'A garden is always a series of losses set against triumphs, like life itself.'
As I've worked in my own spaces to take advantage of rain softened soil and cooler temperatures, I've been considering what my own losses and triumphs have looked like this past year. Though it often felt like a year filled with battles and losses, there were indeed some bright spots.
As a starting point, I'm counting it as a huge improvement overall that I've made good progress in recognizing what I can and cannot pull off given the particularities of our sun/shade ratio and water access here.

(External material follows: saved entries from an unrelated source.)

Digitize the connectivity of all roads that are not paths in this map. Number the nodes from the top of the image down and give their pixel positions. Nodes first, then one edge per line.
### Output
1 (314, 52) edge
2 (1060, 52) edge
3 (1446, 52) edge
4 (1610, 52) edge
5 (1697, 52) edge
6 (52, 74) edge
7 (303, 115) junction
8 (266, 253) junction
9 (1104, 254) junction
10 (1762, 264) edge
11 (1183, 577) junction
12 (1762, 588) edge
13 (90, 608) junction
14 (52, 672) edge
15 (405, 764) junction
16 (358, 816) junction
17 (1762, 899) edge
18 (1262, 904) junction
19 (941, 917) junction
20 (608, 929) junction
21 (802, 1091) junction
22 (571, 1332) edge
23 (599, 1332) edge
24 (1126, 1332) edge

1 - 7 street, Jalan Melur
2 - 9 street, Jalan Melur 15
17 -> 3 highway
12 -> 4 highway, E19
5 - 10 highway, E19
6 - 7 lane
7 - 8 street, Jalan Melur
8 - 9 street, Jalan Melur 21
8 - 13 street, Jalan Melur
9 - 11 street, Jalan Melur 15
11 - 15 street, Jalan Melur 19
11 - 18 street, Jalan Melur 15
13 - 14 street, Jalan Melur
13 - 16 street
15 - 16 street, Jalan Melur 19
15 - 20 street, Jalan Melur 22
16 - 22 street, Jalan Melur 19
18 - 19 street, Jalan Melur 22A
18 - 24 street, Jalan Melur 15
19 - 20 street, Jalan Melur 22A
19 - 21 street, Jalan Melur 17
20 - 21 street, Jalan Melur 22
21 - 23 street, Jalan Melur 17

For instance? While I would love a large water feature, in our climate I must keep in mind the cost of evaporation that a long water sluice such as the one pictured below would suffer (this is from a garden in the San Francisco Bay area, not known for their heat/drought issues). I also know to resist the temptation of complacency after our mild winter last year and realistically consider how large an area of succulents I am willing to cover against the possibility of hard winter freezes, which are predicted to be on tap for 2014.
|But I can have this:|
|This triangular area lies between two large beds I routinely cover during freezes. The pots will be easily removed to the greenhouse or garage either one.|
|Gulf Fritillary caterpillar feasting on Maypop vine leaves|
|Bambi here is fond of 5-6 varieties out front (and many more I've sequestered to the back behind tall fencing).|
I've been particularly mule-headed in this realm, having made the same dumb mistake several times over. My first misstep was with horsetail reed (Equisetum hyemale). I followed that up with the injudicious use of asian jasmine which in my situation qualifies as invasive because it sure enough spreads everywhere I don't want it and roots too deeply to easily pull out. Most recently I topped off my layer cake of perilous plantings with the use of the tall variety of Mexican Petunia, Ruellia nudiflora, in both pink and purple.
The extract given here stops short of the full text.